AIM OF THE EXERCISE:
Within the records below, find each line with the word "Taşdemir" and copy it out.

DATA EXTRACT:
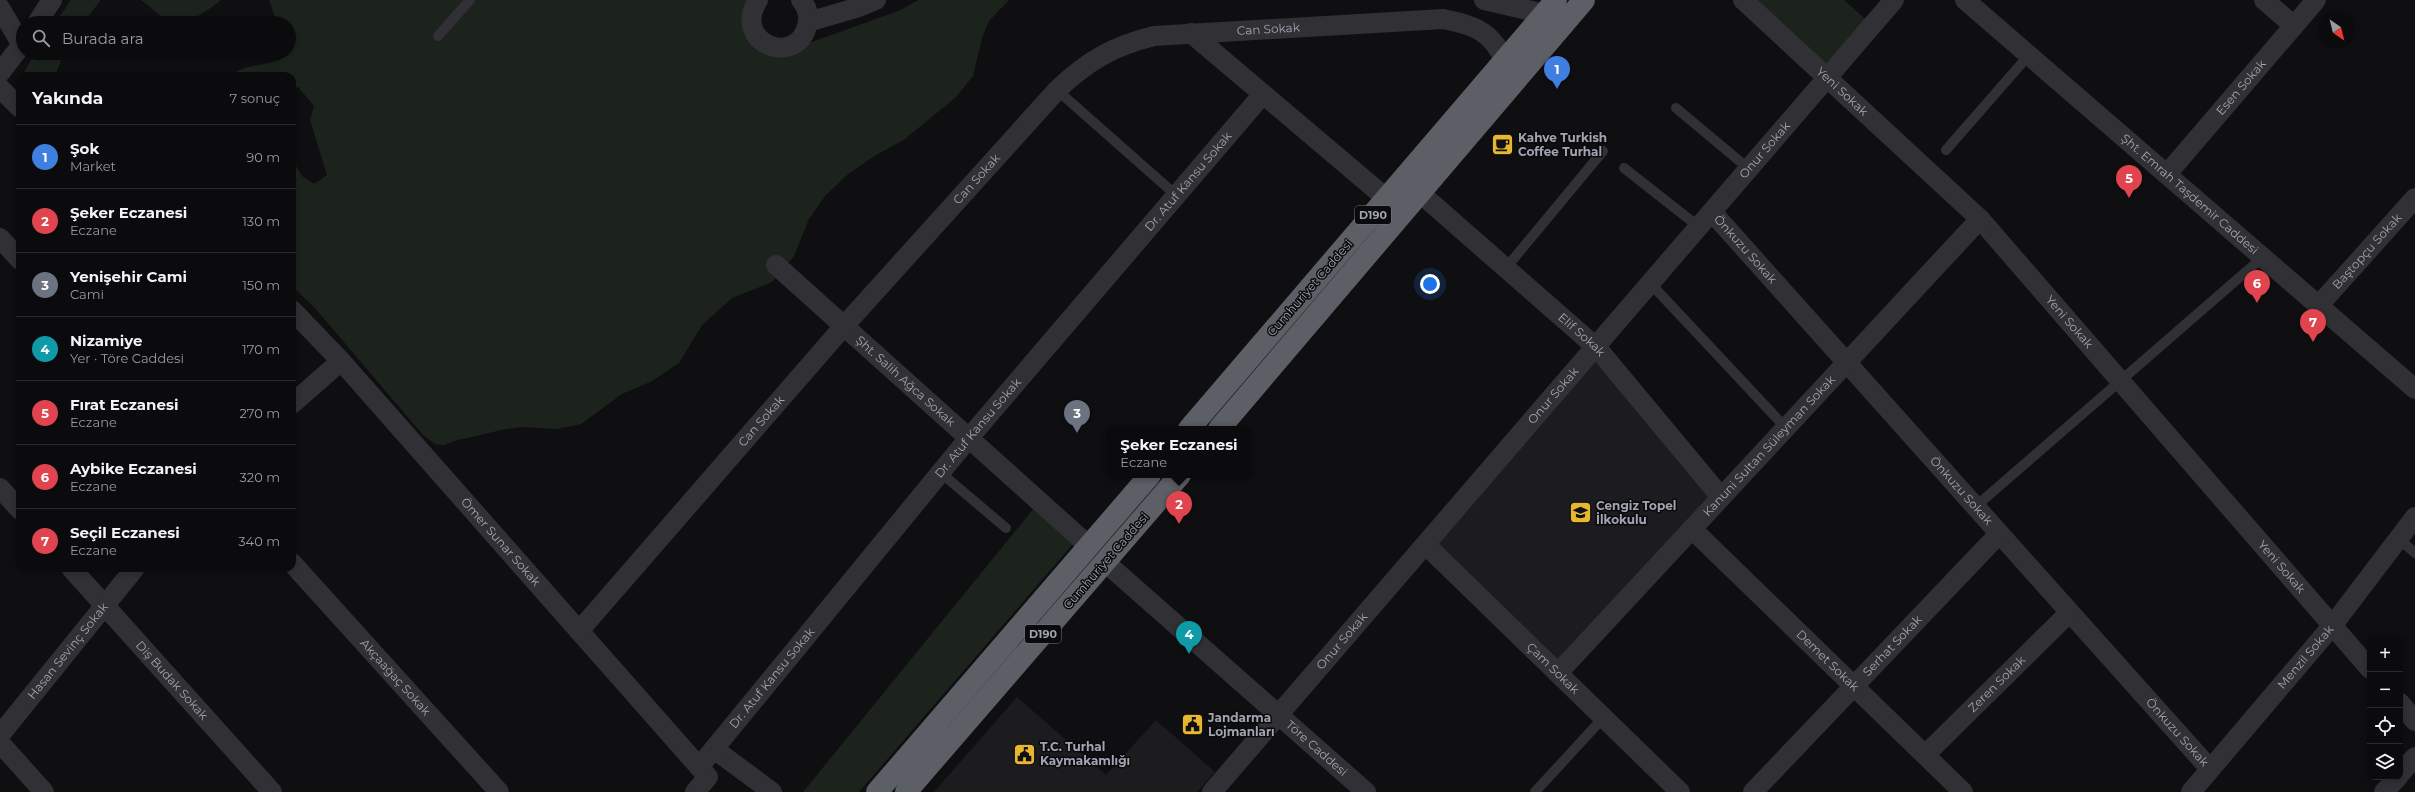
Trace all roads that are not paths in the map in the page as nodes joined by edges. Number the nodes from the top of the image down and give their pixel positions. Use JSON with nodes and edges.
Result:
{"nodes":[{"id":1,"x":52,"y":0,"type":"edge"},
{"id":2,"x":470,"y":0,"type":"edge"},
{"id":3,"x":801,"y":0,"type":"edge"},
{"id":4,"x":876,"y":0,"type":"edge"},
{"id":5,"x":1483,"y":0,"type":"edge"},
{"id":6,"x":1584,"y":0,"type":"edge"},
{"id":7,"x":1743,"y":0,"type":"edge"},
{"id":8,"x":1894,"y":0,"type":"edge"},
{"id":9,"x":1965,"y":0,"type":"edge"},
{"id":10,"x":2264,"y":0,"type":"edge"},
{"id":11,"x":2316,"y":0,"type":"edge"},
{"id":12,"x":754,"y":1,"type":"edge"},
{"id":13,"x":0,"y":8,"type":"edge"},
{"id":14,"x":1554,"y":13,"type":"edge"},
{"id":15,"x":42,"y":16,"type":"edge"},
{"id":16,"x":808,"y":22,"type":"junction"},
{"id":17,"x":2294,"y":26,"type":"junction"},
{"id":18,"x":1473,"y":28,"type":"junction"},
{"id":19,"x":16,"y":34,"type":"edge"},
{"id":20,"x":1191,"y":34,"type":"junction"},
{"id":21,"x":438,"y":36,"type":"dead end"},
{"id":22,"x":16,"y":52,"type":"edge"},
{"id":23,"x":2029,"y":55,"type":"junction"},
{"id":24,"x":1513,"y":67,"type":"junction"},
{"id":25,"x":0,"y":73,"type":"edge"},
{"id":26,"x":1827,"y":78,"type":"junction"},
{"id":27,"x":0,"y":88,"type":"edge"},
{"id":28,"x":1057,"y":90,"type":"junction"},
{"id":29,"x":1263,"y":94,"type":"junction"},
{"id":30,"x":16,"y":104,"type":"edge"},
{"id":31,"x":1676,"y":108,"type":"dead end"},
{"id":32,"x":1946,"y":150,"type":"dead end"},
{"id":33,"x":1603,"y":151,"type":"dead end"},
{"id":34,"x":1624,"y":168,"type":"dead end"},
{"id":35,"x":1749,"y":169,"type":"junction"},
{"id":36,"x":2166,"y":174,"type":"junction"},
{"id":37,"x":1420,"y":193,"type":"junction"},
{"id":38,"x":1177,"y":196,"type":"junction"},
{"id":39,"x":2415,"y":198,"type":"edge"},
{"id":40,"x":1387,"y":199,"type":"junction"},
{"id":41,"x":1712,"y":212,"type":"junction"},
{"id":42,"x":1980,"y":220,"type":"junction"},
{"id":43,"x":1699,"y":227,"type":"junction"},
{"id":44,"x":0,"y":238,"type":"edge"},
{"id":45,"x":16,"y":256,"type":"edge"},
{"id":46,"x":2263,"y":257,"type":"junction"},
{"id":47,"x":776,"y":265,"type":"dead end"},
{"id":48,"x":1506,"y":268,"type":"junction"},
{"id":49,"x":1650,"y":284,"type":"junction"},
{"id":50,"x":2318,"y":305,"type":"junction"},
{"id":51,"x":296,"y":314,"type":"edge"},
{"id":52,"x":844,"y":326,"type":"junction"},
{"id":53,"x":1597,"y":348,"type":"junction"},
{"id":54,"x":341,"y":361,"type":"junction"},
{"id":55,"x":1846,"y":363,"type":"junction"},
{"id":56,"x":2120,"y":381,"type":"junction"},
{"id":57,"x":2415,"y":389,"type":"edge"},
{"id":58,"x":296,"y":400,"type":"edge"},
{"id":59,"x":1192,"y":426,"type":"edge"},
{"id":60,"x":1222,"y":426,"type":"edge"},
{"id":61,"x":1786,"y":428,"type":"junction"},
{"id":62,"x":968,"y":439,"type":"junction"},
{"id":63,"x":941,"y":473,"type":"junction"},
{"id":64,"x":1147,"y":478,"type":"edge"},
{"id":65,"x":1177,"y":478,"type":"edge"},
{"id":66,"x":0,"y":488,"type":"edge"},
{"id":67,"x":1721,"y":497,"type":"junction"},
{"id":68,"x":16,"y":506,"type":"edge"},
{"id":69,"x":1975,"y":507,"type":"junction"},
{"id":70,"x":2415,"y":517,"type":"edge"},
{"id":71,"x":1006,"y":528,"type":"dead end"},
{"id":72,"x":1692,"y":529,"type":"junction"},
{"id":73,"x":1999,"y":534,"type":"junction"},
{"id":74,"x":2398,"y":538,"type":"junction"},
{"id":75,"x":1426,"y":545,"type":"junction"},
{"id":76,"x":1089,"y":546,"type":"junction"},
{"id":77,"x":2415,"y":553,"type":"edge"},
{"id":78,"x":1105,"y":562,"type":"junction"},
{"id":79,"x":296,"y":566,"type":"edge"},
{"id":80,"x":76,"y":572,"type":"edge"},
{"id":81,"x":132,"y":572,"type":"edge"},
{"id":82,"x":105,"y":605,"type":"junction"},
{"id":83,"x":2069,"y":613,"type":"junction"},
{"id":84,"x":2332,"y":626,"type":"junction"},
{"id":85,"x":579,"y":631,"type":"junction"},
{"id":86,"x":2367,"y":666,"type":"edge"},
{"id":87,"x":1558,"y":673,"type":"junction"},
{"id":88,"x":1854,"y":686,"type":"junction"},
{"id":89,"x":2403,"y":707,"type":"edge"},
{"id":90,"x":1280,"y":715,"type":"junction"},
{"id":91,"x":1603,"y":718,"type":"junction"},
{"id":92,"x":2415,"y":721,"type":"edge"},
{"id":93,"x":0,"y":735,"type":"edge"},
{"id":94,"x":0,"y":743,"type":"edge"},
{"id":95,"x":714,"y":749,"type":"junction"},
{"id":96,"x":1925,"y":756,"type":"junction"},
{"id":97,"x":2415,"y":757,"type":"edge"},
{"id":98,"x":2210,"y":769,"type":"junction"},
{"id":99,"x":2403,"y":771,"type":"edge"},
{"id":100,"x":703,"y":772,"type":"junction"},
{"id":101,"x":2395,"y":780,"type":"edge"},
{"id":102,"x":44,"y":792,"type":"edge"},
{"id":103,"x":272,"y":792,"type":"edge"},
{"id":104,"x":499,"y":792,"type":"edge"},
{"id":105,"x":695,"y":792,"type":"edge"},
{"id":106,"x":772,"y":792,"type":"edge"},
{"id":107,"x":877,"y":792,"type":"edge"},
{"id":108,"x":906,"y":792,"type":"edge"},
{"id":109,"x":1212,"y":792,"type":"edge"},
{"id":110,"x":1366,"y":792,"type":"edge"},
{"id":111,"x":1535,"y":792,"type":"edge"},
{"id":112,"x":1680,"y":792,"type":"edge"},
{"id":113,"x":1753,"y":792,"type":"edge"},
{"id":114,"x":1963,"y":792,"type":"edge"},
{"id":115,"x":2191,"y":792,"type":"edge"},
{"id":116,"x":2384,"y":792,"type":"edge"}],
"edges":[{"from":1,"to":15,"type":"street"},
{"from":2,"to":21,"type":"lane"},
{"from":3,"to":16,"type":"street"},
{"from":4,"to":16,"type":"street"},
{"from":5,"to":14,"type":"street"},
{"from":5,"to":18,"type":"street"},
{"from":6,"to":14,"type":"highway","name":"Cumhuriyet Caddesi","number":"D190"},
{"from":7,"to":26,"type":"street","name":"Yeni Sokak"},
{"from":8,"to":26,"type":"street","name":"Onur Sokak"},
{"from":9,"to":23,"type":"street","name":"Şht. Emrah Taşdemir Caddesi"},
{"from":10,"to":17,"type":"street"},
{"from":11,"to":17,"type":"street","name":"Esen Sokak"},
{"from":12,"to":16,"type":"street"},
{"from":13,"to":19,"type":"street"},
{"from":14,"to":24,"type":"highway","name":"Cumhuriyet Caddesi","number":"D190"},
{"from":17,"to":36,"type":"street","name":"Esen Sokak"},
{"from":18,"to":20,"type":"street","name":"Can Sokak"},
{"from":18,"to":24,"type":"street","name":"Can Sokak"},
{"from":20,"to":28,"type":"street","name":"Can Sokak"},
{"from":20,"to":29,"type":"street"},
{"from":22,"to":25,"type":"street"},
{"from":23,"to":32,"type":"lane"},
{"from":23,"to":36,"type":"street","name":"Şht. Emrah Taşdemir Caddesi"},
{"from":24,"to":37,"type":"highway","name":"Cumhuriyet Caddesi","number":"D190"},
{"from":24,"to":40,"type":"highway","name":"Cumhuriyet Caddesi","number":"D190"},
{"from":26,"to":35,"type":"street","name":"Onur Sokak"},
{"from":26,"to":42,"type":"street","name":"Yeni Sokak"},
{"from":27,"to":30,"type":"street"},
{"from":28,"to":38,"type":"lane"},
{"from":28,"to":52,"type":"street","name":"Can Sokak"},
{"from":29,"to":38,"type":"street","name":"Dr. Atuf Kansu Sokak"},
{"from":29,"to":40,"type":"street"},
{"from":31,"to":35,"type":"lane"},
{"from":33,"to":48,"type":"lane"},
{"from":34,"to":43,"type":"lane"},
{"from":35,"to":41,"type":"street","name":"Onur Sokak"},
{"from":36,"to":46,"type":"street","name":"Şht. Emrah Taşdemir Caddesi"},
{"from":37,"to":48,"type":"street","name":"Elif Sokak"},
{"from":37,"to":60,"type":"highway","name":"Cumhuriyet Caddesi","number":"D190"},
{"from":38,"to":62,"type":"street","name":"Dr. Atuf Kansu Sokak"},
{"from":39,"to":50,"type":"street","name":"Baştopçu Sokak"},
{"from":40,"to":59,"type":"highway","name":"Cumhuriyet Caddesi","number":"D190"},
{"from":41,"to":43,"type":"street","name":"Onur Sokak"},
{"from":41,"to":55,"type":"street","name":"Önkuzu Sokak"},
{"from":42,"to":55,"type":"street","name":"Kanuni Sultan Süleyman Sokak"},
{"from":42,"to":56,"type":"street","name":"Yeni Sokak"},
{"from":43,"to":49,"type":"street","name":"Onur Sokak"},
{"from":44,"to":45,"type":"street"},
{"from":46,"to":50,"type":"street","name":"Şht. Emrah Taşdemir Caddesi"},
{"from":46,"to":56,"type":"lane"},
{"from":47,"to":52,"type":"street","name":"Şht. Salih Ağca Sokak"},
{"from":48,"to":53,"type":"street","name":"Elif Sokak"},
{"from":49,"to":53,"type":"street","name":"Onur Sokak"},
{"from":49,"to":61,"type":"lane"},
{"from":50,"to":57,"type":"street","name":"Şht. Emrah Taşdemir Caddesi"},
{"from":51,"to":54,"type":"street","name":"Ömer Sunar Sokak"},
{"from":52,"to":62,"type":"street","name":"Şht. Salih Ağca Sokak"},
{"from":52,"to":85,"type":"street","name":"Can Sokak"},
{"from":53,"to":67,"type":"street","name":"Elif Sokak"},
{"from":53,"to":75,"type":"street","name":"Onur Sokak"},
{"from":54,"to":58,"type":"street"},
{"from":54,"to":85,"type":"street","name":"Ömer Sunar Sokak"},
{"from":55,"to":61,"type":"street","name":"Kanuni Sultan Süleyman Sokak"},
{"from":55,"to":69,"type":"street","name":"Önkuzu Sokak"},
{"from":56,"to":69,"type":"lane"},
{"from":56,"to":84,"type":"street","name":"Yeni Sokak"},
{"from":61,"to":67,"type":"street","name":"Kanuni Sultan Süleyman Sokak"},
{"from":62,"to":63,"type":"street","name":"Dr. Atuf Kansu Sokak"},
{"from":62,"to":76,"type":"street","name":"Şht. Salih Ağca Sokak"},
{"from":63,"to":71,"type":"lane"},
{"from":63,"to":95,"type":"street","name":"Dr. Atuf Kansu Sokak"},
{"from":64,"to":76,"type":"highway","name":"Cumhuriyet Caddesi","number":"D190"},
{"from":65,"to":78,"type":"highway","name":"Cumhuriyet Caddesi","number":"D190"},
{"from":66,"to":68,"type":"street"},
{"from":67,"to":72,"type":"street","name":"Kanuni Sultan Süleyman Sokak"},
{"from":69,"to":73,"type":"street","name":"Önkuzu Sokak"},
{"from":70,"to":74,"type":"street","name":"Menzil Sokak"},
{"from":72,"to":87,"type":"street","name":"Kanuni Sultan Süleyman Sokak"},
{"from":72,"to":88,"type":"street","name":"Demet Sokak"},
{"from":73,"to":83,"type":"street","name":"Önkuzu Sokak"},
{"from":73,"to":88,"type":"street","name":"Serhat Sokak"},
{"from":74,"to":77,"type":"lane"},
{"from":74,"to":84,"type":"street","name":"Menzil Sokak"},
{"from":75,"to":87,"type":"street","name":"Çam Sokak"},
{"from":75,"to":90,"type":"street","name":"Onur Sokak"},
{"from":76,"to":107,"type":"highway","name":"Cumhuriyet Caddesi","number":"D190"},
{"from":78,"to":90,"type":"street","name":"Töre Caddesi"},
{"from":78,"to":108,"type":"highway","name":"Cumhuriyet Caddesi","number":"D190"},
{"from":79,"to":104,"type":"street","name":"Akçaağaç Sokak"},
{"from":80,"to":82,"type":"street","name":"Diş Budak Sokak"},
{"from":81,"to":82,"type":"street","name":"Hasan Sevinç Sokak"},
{"from":82,"to":93,"type":"street","name":"Hasan Sevinç Sokak"},
{"from":82,"to":103,"type":"street","name":"Diş Budak Sokak"},
{"from":83,"to":96,"type":"street","name":"Zeren Sokak"},
{"from":83,"to":98,"type":"street","name":"Önkuzu Sokak"},
{"from":84,"to":86,"type":"street","name":"Yeni Sokak"},
{"from":84,"to":98,"type":"street","name":"Menzil Sokak"},
{"from":85,"to":100,"type":"street","name":"Ömer Sunar Sokak"},
{"from":87,"to":91,"type":"street","name":"Çam Sokak"},
{"from":88,"to":96,"type":"street","name":"Demet Sokak"},
{"from":88,"to":113,"type":"street","name":"Serhat Sokak"},
{"from":89,"to":92,"type":"street"},
{"from":90,"to":109,"type":"street","name":"Onur Sokak"},
{"from":90,"to":110,"type":"street","name":"Töre Caddesi"},
{"from":91,"to":111,"type":"lane"},
{"from":91,"to":112,"type":"street","name":"Çam Sokak"},
{"from":94,"to":102,"type":"street"},
{"from":95,"to":100,"type":"street","name":"Dr. Atuf Kansu Sokak"},
{"from":95,"to":106,"type":"street"},
{"from":96,"to":114,"type":"street","name":"Demet Sokak"},
{"from":97,"to":99,"type":"street"},
{"from":98,"to":115,"type":"street","name":"Menzil Sokak"},
{"from":100,"to":105,"type":"street","name":"Dr. Atuf Kansu Sokak"},
{"from":101,"to":116,"type":"street"}]}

EXPECTED ANSWER:
{"from":9,"to":23,"type":"street","name":"Şht. Emrah Taşdemir Caddesi"},
{"from":23,"to":36,"type":"street","name":"Şht. Emrah Taşdemir Caddesi"},
{"from":36,"to":46,"type":"street","name":"Şht. Emrah Taşdemir Caddesi"},
{"from":46,"to":50,"type":"street","name":"Şht. Emrah Taşdemir Caddesi"},
{"from":50,"to":57,"type":"street","name":"Şht. Emrah Taşdemir Caddesi"},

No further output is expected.